# bolero 630 ek reverse camera



## bigcoose (Sep 23, 2013)

hi guys,ive been trying for a while now to find out how to make my reverse camera stay on while im driving.from what i can gather up to now is that it is actvated via an orange wire from reverse.i have located this wire in several locations round the motorhome but i cant understand quite how it is wired up.i have a flip down screen above the front seats which comes on with reverse via the orange wire but only a din plugged lead into the camera itself.is there some form of control unit somewhere that operates it all and where is it located.i have looked all over,includingunderneath the top storage box in the dash.please help as it is driving me mad now.


----------



## philoaks (Sep 2, 2008)

I had a 2008 Bolero where the reverse camera was connected to a Blaupunkt Sat Nav unit which doubled up as the screen.
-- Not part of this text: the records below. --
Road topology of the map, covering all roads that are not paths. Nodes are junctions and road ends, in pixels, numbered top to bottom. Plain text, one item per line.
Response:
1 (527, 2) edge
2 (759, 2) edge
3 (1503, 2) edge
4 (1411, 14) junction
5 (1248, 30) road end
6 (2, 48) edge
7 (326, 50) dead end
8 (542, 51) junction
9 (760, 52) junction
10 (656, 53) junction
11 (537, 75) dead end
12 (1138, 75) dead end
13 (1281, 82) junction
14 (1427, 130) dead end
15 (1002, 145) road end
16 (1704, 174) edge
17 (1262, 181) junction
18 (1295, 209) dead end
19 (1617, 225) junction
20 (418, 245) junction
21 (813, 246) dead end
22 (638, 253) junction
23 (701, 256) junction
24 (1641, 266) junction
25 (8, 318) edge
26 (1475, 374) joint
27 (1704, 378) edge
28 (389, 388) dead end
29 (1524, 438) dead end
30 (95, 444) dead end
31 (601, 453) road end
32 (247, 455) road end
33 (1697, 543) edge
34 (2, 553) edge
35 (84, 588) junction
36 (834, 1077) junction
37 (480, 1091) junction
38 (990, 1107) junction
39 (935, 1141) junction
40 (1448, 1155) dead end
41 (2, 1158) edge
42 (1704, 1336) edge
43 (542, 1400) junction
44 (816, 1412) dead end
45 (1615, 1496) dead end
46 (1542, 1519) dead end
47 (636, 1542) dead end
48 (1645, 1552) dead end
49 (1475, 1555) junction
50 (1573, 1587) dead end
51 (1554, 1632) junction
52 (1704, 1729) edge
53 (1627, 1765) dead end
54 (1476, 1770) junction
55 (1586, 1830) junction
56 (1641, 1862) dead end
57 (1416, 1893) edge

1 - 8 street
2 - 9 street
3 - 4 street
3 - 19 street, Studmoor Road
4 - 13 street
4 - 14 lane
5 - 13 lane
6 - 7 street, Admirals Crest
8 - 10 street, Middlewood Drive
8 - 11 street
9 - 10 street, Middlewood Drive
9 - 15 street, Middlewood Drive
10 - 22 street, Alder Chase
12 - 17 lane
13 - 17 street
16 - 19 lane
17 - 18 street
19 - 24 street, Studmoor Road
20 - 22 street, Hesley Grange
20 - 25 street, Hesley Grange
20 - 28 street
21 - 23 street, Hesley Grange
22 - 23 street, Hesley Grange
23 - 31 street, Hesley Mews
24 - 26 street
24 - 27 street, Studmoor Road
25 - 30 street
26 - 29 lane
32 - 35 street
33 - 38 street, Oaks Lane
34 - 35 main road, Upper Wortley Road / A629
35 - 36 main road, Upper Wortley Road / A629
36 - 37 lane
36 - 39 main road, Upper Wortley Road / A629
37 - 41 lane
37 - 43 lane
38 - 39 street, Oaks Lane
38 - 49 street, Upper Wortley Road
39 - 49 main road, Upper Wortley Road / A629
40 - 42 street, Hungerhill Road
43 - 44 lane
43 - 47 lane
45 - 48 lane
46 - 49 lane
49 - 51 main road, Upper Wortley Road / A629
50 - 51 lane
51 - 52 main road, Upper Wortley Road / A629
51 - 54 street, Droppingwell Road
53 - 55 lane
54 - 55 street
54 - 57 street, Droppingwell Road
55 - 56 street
On our van there was an EM1 module which was the control box. This was located below the glove box in the top of the dash on the passenger side. If you lift up the lid you can remove the liner by unscrewing the 4 torx screws. Lift out the liner and hopefully you will find it there. Phil

This is an earlier thread where I posted how to wire a switch to make the camera stay on permanently camera thread


----------



## bigcoose (Sep 23, 2013)

Thanks for your reply,I have looked under the glovebox to no avail.I have read somewhere that it might be in the b pillar on the passenger side.that looks like a nice job


----------



## philoaks (Sep 2, 2008)

bigcoose said:


> Thanks for your reply,I have looked under the glovebox to no avail.I have read somewhere that it might be in the b pillar on the passenger side.that looks like a nice job


Oh b******r that's a shame. May be worth a phone call to Sargent Electrical who make a lot of the electrical systems for Swift. I've dealt with them in the past and they are really helpful. Good luck!


----------



## bigcoose (Sep 23, 2013)

Thanks again for that.i will give them a call.


----------